JENNIFER T. RIDEOUT had spent more time amid the ruins of the Summerland Hotel than any other child of her generation. It was a thirty-seven-minute hike, through woods, fields and the parking lot of the county dump, from the Rideout place to the beach. There was no road you could take to get you there; there had never been a road to the hotel. That was something she had always liked about the place. In the old days, her uncle Mo had told her, everything came to the hotel by steamship: food, linens, fine ladies and gentlemen, mail, musicians, fireworks on the Fourth of July. Though nowadays it was a popular spot for teenagers in the summer, on grey winter afternoons Hotel Beach could be pretty forlorn. As if in payment for the miracle of its summer sunshine, in the winter it was tormented by rain and fog, hailstorms, icy rain. Green stuff grew all over everything, this weird cross between algae and fungus and slime that settled like snow over the piles of drift and anything else that was made out of wood. On a damp, chilly winter afternoon she often found herself to be the only human being on the whole Tooth.

Another thing she liked, besides the solitude, were the stories. A boy from up by Kiwanis Beach wandered into one of the abandoned beach cabins at dusk and came out stark raving mad, having seen something he could never afterwards describe. Ghosts of the hotel dead, ghostly orchestras playing, phantoms doing the Lindy Hop in the light of the full moon.
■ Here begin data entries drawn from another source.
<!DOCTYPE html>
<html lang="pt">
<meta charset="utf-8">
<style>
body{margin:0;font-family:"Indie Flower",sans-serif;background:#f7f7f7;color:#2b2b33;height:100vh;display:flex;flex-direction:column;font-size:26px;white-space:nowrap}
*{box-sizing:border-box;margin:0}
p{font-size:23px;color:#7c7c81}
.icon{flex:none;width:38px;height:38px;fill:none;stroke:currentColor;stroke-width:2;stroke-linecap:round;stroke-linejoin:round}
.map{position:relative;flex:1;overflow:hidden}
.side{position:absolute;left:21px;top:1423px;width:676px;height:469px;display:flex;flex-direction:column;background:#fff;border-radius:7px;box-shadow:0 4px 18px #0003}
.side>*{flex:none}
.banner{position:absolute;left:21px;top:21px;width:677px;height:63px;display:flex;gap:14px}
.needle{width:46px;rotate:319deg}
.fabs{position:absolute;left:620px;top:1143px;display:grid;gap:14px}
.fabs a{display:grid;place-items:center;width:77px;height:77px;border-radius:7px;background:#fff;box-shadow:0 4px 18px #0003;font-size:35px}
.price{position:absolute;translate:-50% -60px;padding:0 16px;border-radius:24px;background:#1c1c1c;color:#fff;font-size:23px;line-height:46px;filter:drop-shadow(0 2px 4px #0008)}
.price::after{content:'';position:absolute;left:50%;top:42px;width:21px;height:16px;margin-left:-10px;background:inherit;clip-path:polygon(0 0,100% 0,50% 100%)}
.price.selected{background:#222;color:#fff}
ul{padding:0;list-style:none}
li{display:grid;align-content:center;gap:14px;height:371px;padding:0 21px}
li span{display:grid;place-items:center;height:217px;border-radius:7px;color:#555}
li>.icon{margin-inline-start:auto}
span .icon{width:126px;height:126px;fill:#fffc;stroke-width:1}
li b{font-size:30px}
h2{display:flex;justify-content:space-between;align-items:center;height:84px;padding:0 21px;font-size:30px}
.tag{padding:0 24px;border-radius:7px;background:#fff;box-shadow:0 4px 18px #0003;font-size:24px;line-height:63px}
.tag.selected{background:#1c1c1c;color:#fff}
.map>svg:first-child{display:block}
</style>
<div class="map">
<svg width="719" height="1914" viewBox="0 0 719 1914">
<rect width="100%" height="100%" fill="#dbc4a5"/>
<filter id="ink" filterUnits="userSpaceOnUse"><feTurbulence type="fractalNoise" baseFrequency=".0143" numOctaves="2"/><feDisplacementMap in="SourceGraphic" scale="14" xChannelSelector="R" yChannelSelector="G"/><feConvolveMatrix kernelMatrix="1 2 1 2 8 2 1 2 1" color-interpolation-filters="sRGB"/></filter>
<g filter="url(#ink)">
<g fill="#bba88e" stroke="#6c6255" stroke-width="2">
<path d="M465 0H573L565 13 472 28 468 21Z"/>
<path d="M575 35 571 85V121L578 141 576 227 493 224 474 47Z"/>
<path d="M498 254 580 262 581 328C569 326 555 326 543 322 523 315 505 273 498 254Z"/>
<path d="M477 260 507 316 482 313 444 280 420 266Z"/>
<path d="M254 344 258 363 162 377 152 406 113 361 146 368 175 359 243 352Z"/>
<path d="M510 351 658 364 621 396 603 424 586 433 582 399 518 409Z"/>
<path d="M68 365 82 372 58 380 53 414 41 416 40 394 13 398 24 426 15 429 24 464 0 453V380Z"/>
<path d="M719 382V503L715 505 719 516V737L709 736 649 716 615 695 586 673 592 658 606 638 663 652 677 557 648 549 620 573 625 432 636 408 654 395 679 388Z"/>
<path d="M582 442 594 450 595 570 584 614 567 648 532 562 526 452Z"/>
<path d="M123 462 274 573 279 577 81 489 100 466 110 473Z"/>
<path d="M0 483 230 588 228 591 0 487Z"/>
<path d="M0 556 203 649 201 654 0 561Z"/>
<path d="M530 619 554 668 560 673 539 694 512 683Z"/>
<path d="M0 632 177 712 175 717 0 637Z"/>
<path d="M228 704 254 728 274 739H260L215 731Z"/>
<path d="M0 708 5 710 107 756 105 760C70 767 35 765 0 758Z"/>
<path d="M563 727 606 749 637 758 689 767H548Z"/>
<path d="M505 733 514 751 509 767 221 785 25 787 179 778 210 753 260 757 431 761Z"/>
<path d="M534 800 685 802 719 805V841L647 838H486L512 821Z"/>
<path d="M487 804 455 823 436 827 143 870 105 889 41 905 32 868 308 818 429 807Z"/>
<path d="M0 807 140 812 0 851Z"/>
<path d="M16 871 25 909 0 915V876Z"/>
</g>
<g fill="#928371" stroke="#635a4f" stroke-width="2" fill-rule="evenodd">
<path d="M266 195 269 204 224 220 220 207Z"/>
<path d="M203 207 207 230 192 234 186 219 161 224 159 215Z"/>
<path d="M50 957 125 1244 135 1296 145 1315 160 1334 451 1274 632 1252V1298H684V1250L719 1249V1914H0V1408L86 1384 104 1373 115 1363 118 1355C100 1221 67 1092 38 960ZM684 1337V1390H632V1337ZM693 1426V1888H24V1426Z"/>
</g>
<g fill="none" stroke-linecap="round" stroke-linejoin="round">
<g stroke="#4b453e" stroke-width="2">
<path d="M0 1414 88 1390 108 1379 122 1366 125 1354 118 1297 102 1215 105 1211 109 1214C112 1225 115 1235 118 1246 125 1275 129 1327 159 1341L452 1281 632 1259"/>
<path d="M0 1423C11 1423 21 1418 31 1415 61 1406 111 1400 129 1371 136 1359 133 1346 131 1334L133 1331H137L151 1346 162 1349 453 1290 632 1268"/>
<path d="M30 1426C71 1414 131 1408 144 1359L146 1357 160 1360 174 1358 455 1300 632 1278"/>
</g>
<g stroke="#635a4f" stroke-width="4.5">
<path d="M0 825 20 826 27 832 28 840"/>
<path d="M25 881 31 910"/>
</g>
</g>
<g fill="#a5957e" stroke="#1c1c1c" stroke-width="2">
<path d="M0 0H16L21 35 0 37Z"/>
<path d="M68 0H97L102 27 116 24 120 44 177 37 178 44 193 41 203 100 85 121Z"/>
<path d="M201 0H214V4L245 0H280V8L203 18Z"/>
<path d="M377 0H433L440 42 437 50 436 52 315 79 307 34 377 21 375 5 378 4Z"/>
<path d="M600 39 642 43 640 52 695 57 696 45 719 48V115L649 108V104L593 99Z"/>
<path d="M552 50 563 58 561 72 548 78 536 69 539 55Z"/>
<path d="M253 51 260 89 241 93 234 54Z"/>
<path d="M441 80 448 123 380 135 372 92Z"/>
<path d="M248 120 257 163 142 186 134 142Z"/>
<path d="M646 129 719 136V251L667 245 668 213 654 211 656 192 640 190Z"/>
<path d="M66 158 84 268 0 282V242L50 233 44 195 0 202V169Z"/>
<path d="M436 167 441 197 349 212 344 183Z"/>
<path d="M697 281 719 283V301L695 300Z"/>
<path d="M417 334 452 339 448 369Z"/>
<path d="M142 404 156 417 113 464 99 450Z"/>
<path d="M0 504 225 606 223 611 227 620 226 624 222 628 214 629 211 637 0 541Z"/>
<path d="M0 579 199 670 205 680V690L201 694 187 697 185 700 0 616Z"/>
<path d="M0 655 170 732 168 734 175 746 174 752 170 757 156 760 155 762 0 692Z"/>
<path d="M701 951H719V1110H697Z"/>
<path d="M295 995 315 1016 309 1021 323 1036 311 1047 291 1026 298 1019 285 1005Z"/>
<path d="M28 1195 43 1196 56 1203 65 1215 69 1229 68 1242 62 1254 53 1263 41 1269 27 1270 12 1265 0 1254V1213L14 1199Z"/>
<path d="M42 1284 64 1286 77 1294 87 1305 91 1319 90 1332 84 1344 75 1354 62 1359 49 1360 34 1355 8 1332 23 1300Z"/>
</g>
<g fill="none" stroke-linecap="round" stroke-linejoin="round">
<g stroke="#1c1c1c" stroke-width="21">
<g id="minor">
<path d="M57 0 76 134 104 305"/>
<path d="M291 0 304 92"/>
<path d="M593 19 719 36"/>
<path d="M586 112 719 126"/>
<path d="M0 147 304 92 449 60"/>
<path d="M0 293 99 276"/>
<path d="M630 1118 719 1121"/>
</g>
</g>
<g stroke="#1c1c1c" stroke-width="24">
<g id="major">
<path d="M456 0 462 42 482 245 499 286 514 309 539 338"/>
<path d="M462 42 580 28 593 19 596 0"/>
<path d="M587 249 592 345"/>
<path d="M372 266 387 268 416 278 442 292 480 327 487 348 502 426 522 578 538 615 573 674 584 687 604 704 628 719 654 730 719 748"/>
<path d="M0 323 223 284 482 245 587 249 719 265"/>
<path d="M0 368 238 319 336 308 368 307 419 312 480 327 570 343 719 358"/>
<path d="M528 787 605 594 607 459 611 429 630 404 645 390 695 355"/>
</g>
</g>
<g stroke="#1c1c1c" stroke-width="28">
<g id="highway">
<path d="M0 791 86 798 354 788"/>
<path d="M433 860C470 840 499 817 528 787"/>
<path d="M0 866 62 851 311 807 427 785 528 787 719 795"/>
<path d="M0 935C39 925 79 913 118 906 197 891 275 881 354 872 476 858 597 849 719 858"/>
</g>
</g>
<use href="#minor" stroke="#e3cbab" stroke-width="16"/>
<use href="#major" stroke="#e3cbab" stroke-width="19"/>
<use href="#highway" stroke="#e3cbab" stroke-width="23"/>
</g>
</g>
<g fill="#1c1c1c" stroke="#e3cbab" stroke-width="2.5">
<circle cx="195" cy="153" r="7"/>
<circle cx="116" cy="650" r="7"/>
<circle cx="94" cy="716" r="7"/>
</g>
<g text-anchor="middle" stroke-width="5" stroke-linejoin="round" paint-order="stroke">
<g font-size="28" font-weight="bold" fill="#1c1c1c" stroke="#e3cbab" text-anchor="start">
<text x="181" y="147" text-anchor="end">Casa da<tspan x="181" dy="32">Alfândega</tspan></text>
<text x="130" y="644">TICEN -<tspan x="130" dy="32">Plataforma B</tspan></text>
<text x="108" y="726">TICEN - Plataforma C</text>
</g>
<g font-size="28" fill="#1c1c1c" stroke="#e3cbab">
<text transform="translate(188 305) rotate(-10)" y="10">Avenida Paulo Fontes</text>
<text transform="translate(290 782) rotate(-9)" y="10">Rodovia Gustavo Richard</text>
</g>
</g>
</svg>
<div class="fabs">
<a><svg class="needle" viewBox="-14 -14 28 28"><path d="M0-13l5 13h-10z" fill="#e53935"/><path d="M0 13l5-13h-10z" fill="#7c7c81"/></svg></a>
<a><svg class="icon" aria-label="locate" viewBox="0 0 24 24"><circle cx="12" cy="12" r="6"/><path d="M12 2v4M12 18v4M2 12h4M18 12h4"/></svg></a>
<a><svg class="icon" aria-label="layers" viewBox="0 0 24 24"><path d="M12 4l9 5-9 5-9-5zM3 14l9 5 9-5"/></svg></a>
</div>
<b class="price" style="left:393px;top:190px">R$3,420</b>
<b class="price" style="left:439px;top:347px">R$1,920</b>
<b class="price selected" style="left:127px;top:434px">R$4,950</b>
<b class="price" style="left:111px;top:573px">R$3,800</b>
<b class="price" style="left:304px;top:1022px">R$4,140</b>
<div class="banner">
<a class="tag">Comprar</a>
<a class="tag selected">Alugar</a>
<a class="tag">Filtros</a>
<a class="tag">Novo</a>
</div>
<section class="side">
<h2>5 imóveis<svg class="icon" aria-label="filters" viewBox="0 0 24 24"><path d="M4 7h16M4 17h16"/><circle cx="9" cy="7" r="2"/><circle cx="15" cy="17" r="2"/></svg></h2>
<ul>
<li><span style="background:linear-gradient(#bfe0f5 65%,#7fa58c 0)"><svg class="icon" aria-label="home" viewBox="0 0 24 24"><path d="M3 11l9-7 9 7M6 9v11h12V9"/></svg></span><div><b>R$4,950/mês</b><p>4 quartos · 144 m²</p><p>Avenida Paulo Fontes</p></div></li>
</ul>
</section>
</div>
Sometimes people felt someone touching their cheek, pinching their arm, even giving them a kick in the seat of the pants. Girls had their skirts lifted, or found their hair tied in intractable knots. Jennifer T. didn’t necessarily believe these legends. But they gave Hotel Beach an atmosphere that she enjoyed. Jennifer T. Rideout believed in magic, maybe even more than Ethan did – otherwise she could not have been a part of this story. But she also believed that she had been born a hundred years too late to get even the faintest taste of it. Long ago there had been animals that talked, and strange little Indians who haunted the birch wood, while other Indians lived in villages on the bottom of the Sound. Now that world had all but vanished. Except on the ball field of Summerland, that is, and here at Hotel Beach.

So when Albert made an ass of himself in front of her team-mates, that was where she ran. But she saw, as soon as she got there, that something terrible had happened, and that all of the magic of the place was gone.

The clearing along the beach was crowded with bulldozers and earthmovers. They were carefully parked in three rows of three, next to a foreman’s trailer. She wondered how they could possibly have gotten there – by helicopter? Affixed to the side of the trailer was a large white sign that said TRANSFORM PROPERTIES and under this KEEP OUT. There were signs that said KEEP OUT everywhere, actually, as well as KEEP OFF, NO TRESPASSING, PRIVATE PROPERTY, and NO GATHERING MUSHROOMS. The cabins – there had been seven of them, in a shade of faded blue – were all gone. Now there were just seven rectangular dents in the ground. The tumbled remains of the great fieldstone porch of the hotel, the fortress, galleon and prison house of a million children’s games, had been packed up and carted off – somehow or other – leaving not a stone. And, God, they had cut down so many of the trees! The slim pale trunks of a hundred birch trees lay stacked in an orderly pile, like the contents of a giant box of pencils. The ends of each log had been flagged with strips of red plastic, ready to follow the porch and the cabins and the last ghosts of the Summerland Hotel into oblivion. With so many trees gone, you could see clear through to the dull grey glint of Tooth Inlet.